It’s February. You’ve done a whole lot of sales strategy and planning (or at least thought about it!) You know where you’re headed and have a plan to get there.
What tactics do you have planned? These are the actions that are going to work together to create sales breakthrough for your business this year. One excellent thing to do is to check through those outstanding proposals from the last few months. With most of your customers back at work – now is a great time to take another look at any of your sales proposals that still don’t have a decision.
Some of your proposals from last quarter will have been stalled by the Christmas rush. Perhaps your customers ran out of budget, ran out of time, couldn’t talk to the main decision-maker, or had other more urgent priorities.

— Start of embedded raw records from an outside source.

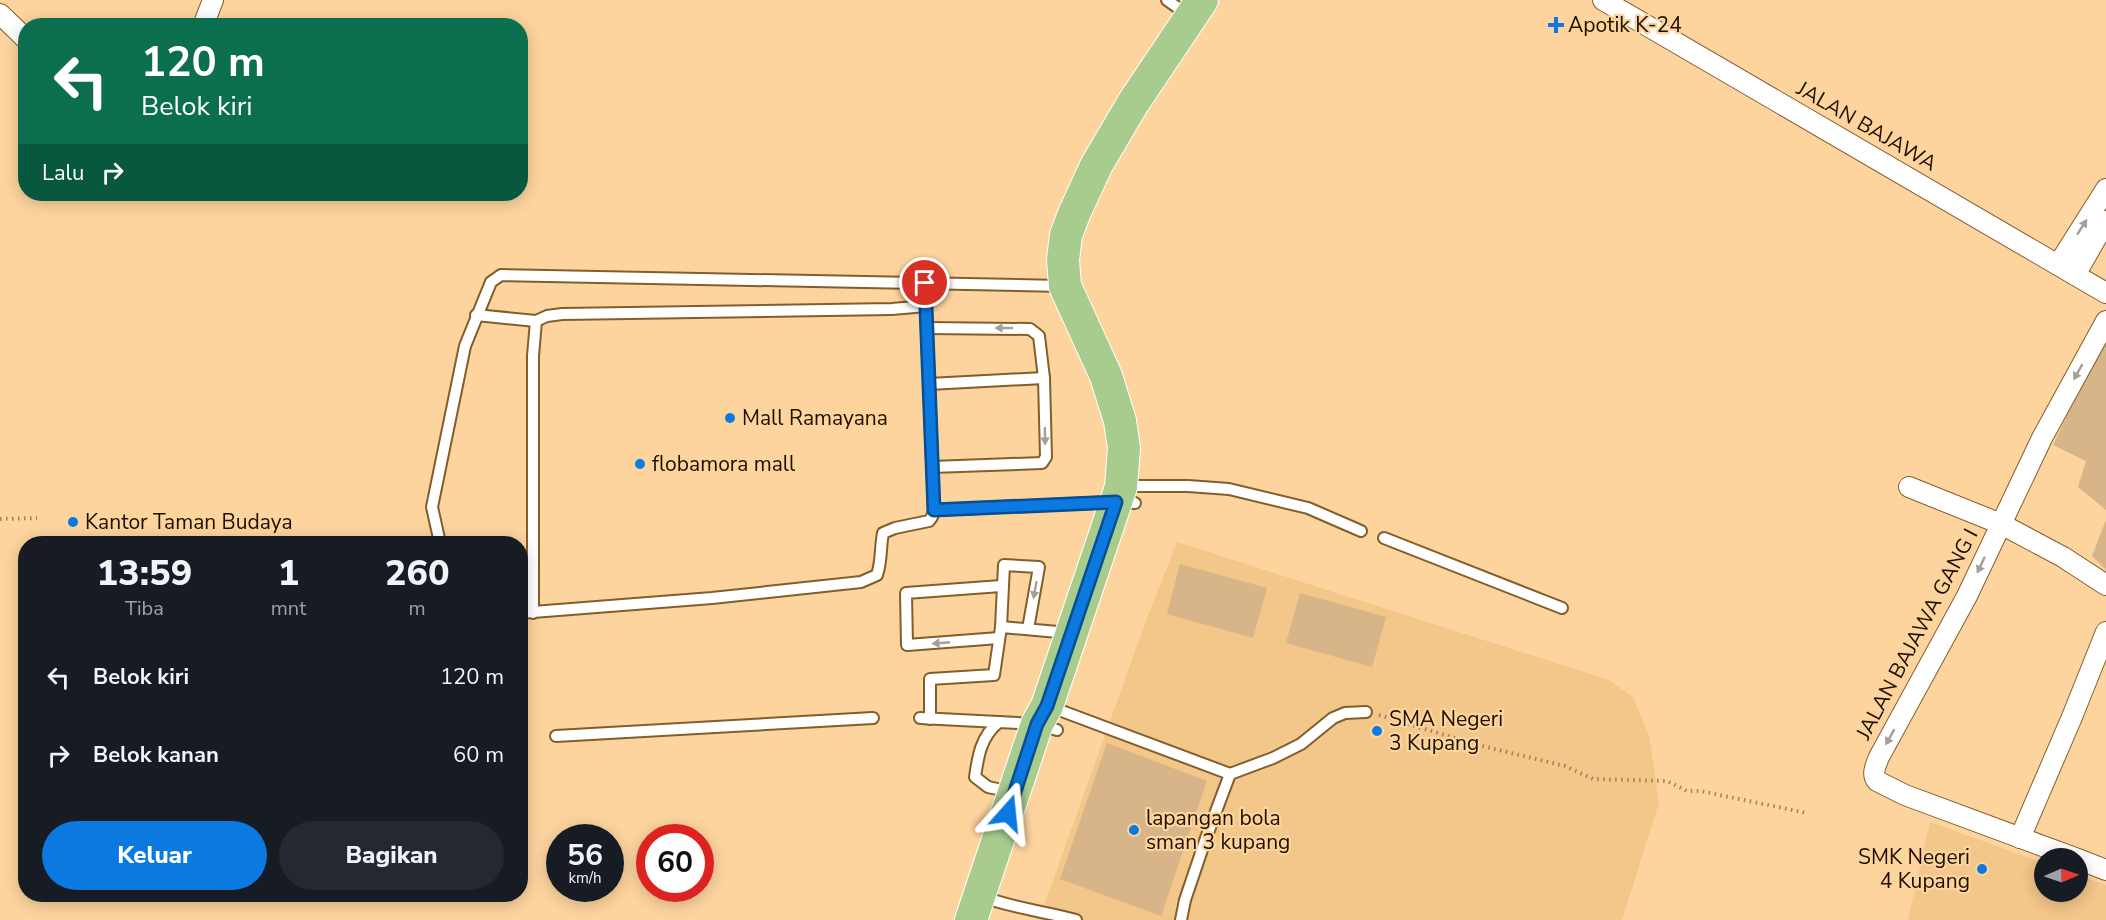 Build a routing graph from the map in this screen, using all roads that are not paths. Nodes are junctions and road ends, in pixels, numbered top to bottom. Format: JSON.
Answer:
{"nodes":[{"id":1,"x":213,"y":0,"type":"edge"},
{"id":2,"x":1603,"y":0,"type":"edge"},
{"id":3,"x":1195,"y":8,"type":"edge"},
{"id":4,"x":0,"y":14,"type":"edge"},
{"id":5,"x":206,"y":18,"type":"edge"},
{"id":6,"x":18,"y":31,"type":"edge"},
{"id":7,"x":2106,"y":189,"type":"edge"},
{"id":8,"x":2106,"y":221,"type":"edge"},
{"id":9,"x":2058,"y":265,"type":"junction"},
{"id":10,"x":2075,"y":275,"type":"junction"},
{"id":11,"x":925,"y":283,"type":"junction"},
{"id":12,"x":1073,"y":285,"type":"junction"},
{"id":13,"x":2106,"y":293,"type":"edge"},
{"id":14,"x":926,"y":306,"type":"junction"},
{"id":15,"x":476,"y":315,"type":"junction"},
{"id":16,"x":536,"y":321,"type":"junction"},
{"id":17,"x":2106,"y":321,"type":"edge"},
{"id":18,"x":927,"y":328,"type":"junction"},
{"id":19,"x":1044,"y":378,"type":"junction"},
{"id":20,"x":929,"y":384,"type":"junction"},
{"id":21,"x":932,"y":467,"type":"junction"},
{"id":22,"x":1910,"y":488,"type":"dead end"},
{"id":23,"x":1127,"y":494,"type":"junction"},
{"id":24,"x":934,"y":510,"type":"junction"},
{"id":25,"x":2001,"y":524,"type":"junction"},
{"id":26,"x":1361,"y":531,"type":"dead end"},
{"id":27,"x":438,"y":536,"type":"edge"},
{"id":28,"x":1384,"y":538,"type":"dead end"},
{"id":29,"x":2106,"y":585,"type":"edge"},
{"id":30,"x":1001,"y":586,"type":"junction"},
{"id":31,"x":1562,"y":608,"type":"dead end"},
{"id":32,"x":528,"y":613,"type":"edge"},
{"id":33,"x":533,"y":613,"type":"junction"},
{"id":34,"x":1028,"y":629,"type":"junction"},
{"id":35,"x":2106,"y":632,"type":"edge"},
{"id":36,"x":1000,"y":633,"type":"junction"},
{"id":37,"x":1071,"y":633,"type":"junction"},
{"id":38,"x":1366,"y":712,"type":"road end"},
{"id":39,"x":873,"y":718,"type":"dead end"},
{"id":40,"x":1052,"y":718,"type":"junction"},
{"id":41,"x":999,"y":722,"type":"junction"},
{"id":42,"x":556,"y":736,"type":"dead end"},
{"id":43,"x":1230,"y":774,"type":"junction"},
{"id":44,"x":1014,"y":793,"type":"junction"},
{"id":45,"x":2020,"y":838,"type":"junction"},
{"id":46,"x":2048,"y":848,"type":"edge"},
{"id":47,"x":2088,"y":863,"type":"edge"},
{"id":48,"x":2106,"y":870,"type":"edge"},
{"id":49,"x":986,"y":910,"type":"edge"},
{"id":50,"x":1076,"y":920,"type":"edge"},
{"id":51,"x":1181,"y":920,"type":"edge"}],
"edges":[{"from":1,"to":5,"type":"street"},
{"from":2,"to":9,"type":"street","name":"JALAN BAJAWA"},
{"from":3,"to":12,"type":"main road"},
{"from":4,"to":6,"type":"street"},
{"from":9,"to":7,"type":"street","one_way":true},
{"from":8,"to":10,"type":"street"},
{"from":9,"to":10,"type":"street","name":"JALAN BAJAWA"},
{"from":10,"to":13,"type":"street","name":"JALAN BAJAWA"},
{"from":11,"to":12,"type":"lane"},
{"from":11,"to":14,"type":"lane"},
{"from":11,"to":15,"type":"lane"},
{"from":12,"to":23,"type":"main road"},
{"from":14,"to":16,"type":"lane"},
{"from":14,"to":18,"type":"lane"},
{"from":15,"to":16,"type":"lane"},
{"from":15,"to":27,"type":"lane"},
{"from":16,"to":33,"type":"lane"},
{"from":17,"to":25,"type":"street","name":"JALAN BAJAWA GANG I","one_way":true},
{"from":19,"to":18,"type":"lane","one_way":true},
{"from":18,"to":20,"type":"lane"},
{"from":19,"to":20,"type":"lane"},
{"from":19,"to":21,"type":"lane","one_way":true},
{"from":20,"to":21,"type":"lane"},
{"from":21,"to":24,"type":"lane"},
{"from":22,"to":25,"type":"street"},
{"from":23,"to":24,"type":"lane"},
{"from":23,"to":26,"type":"lane"},
{"from":23,"to":37,"type":"main road"},
{"from":23,"to":40,"type":"main road"},
{"from":24,"to":33,"type":"lane"},
{"from":25,"to":29,"type":"street"},
{"from":25,"to":45,"type":"street","name":"JALAN BAJAWA GANG I","one_way":true},
{"from":28,"to":31,"type":"lane"},
{"from":30,"to":34,"type":"lane","one_way":true},
{"from":30,"to":36,"type":"lane"},
{"from":36,"to":30,"type":"lane","one_way":true},
{"from":32,"to":33,"type":"lane"},
{"from":34,"to":36,"type":"lane"},
{"from":34,"to":37,"type":"lane"},
{"from":35,"to":45,"type":"street"},
{"from":36,"to":41,"type":"lane"},
{"from":37,"to":40,"type":"main road"},
{"from":38,"to":43,"type":"lane"},
{"from":39,"to":42,"type":"lane"},
{"from":40,"to":41,"type":"lane"},
{"from":40,"to":43,"type":"lane"},
{"from":40,"to":44,"type":"main road"},
{"from":40,"to":49,"type":"main road"},
{"from":41,"to":44,"type":"lane"},
{"from":43,"to":51,"type":"lane"},
{"from":44,"to":49,"type":"main road"},
{"from":45,"to":46,"type":"street","name":"JALAN BAJAWA GANG I"},
{"from":47,"to":48,"type":"street","name":"JALAN BAJAWA GANG I"},
{"from":49,"to":50,"type":"lane"}]}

To help you prioritise your February follow-up activities, here is a list of seven customers you’re likely to meet along the journey to reaching your sales goals:
Customer One – Ready and willing to reach a decision
When you follow up, some customers will be in the right head-space to decide and your sale will naturally result from all those online and offline conversations. Yes!
How will you recognise this customer? Don’t worry – they’ll recognise you. They will reply to emails and calls, because they have already started feeling committed to working with you. You’ll know who they are because this type of sale is so effortless – the customer is happy, you know you’ve got a great solution, everything is progressing smoothly.
These sorts of customers usually realise the extent of their need. They may have an urgent problem, perhaps even some legislation compelling them to purchase what you offer. Make sure your documentation is in order so that you’re ready for their quick decisions.
When you get that ‘Yes’, have a clear plan for what comes next, how long everything will take. This will help keep the momentum going even if you face some initial resourcing delays.
Customer Two – Unsure about what to do
Some of your customers will still be unable to reach a decision. It’s always worth probing for the reason behind the reason. Do they have too many options? Will they need help differentiating between competing options? Perhaps the number of options is overwhelming for them? Do they feel out of their depth, having to make decisions in an area which they may not fully understand?
This one could take some time. Continue to follow up. Focus your main efforts on potential customers with a great level of need for your business solutions.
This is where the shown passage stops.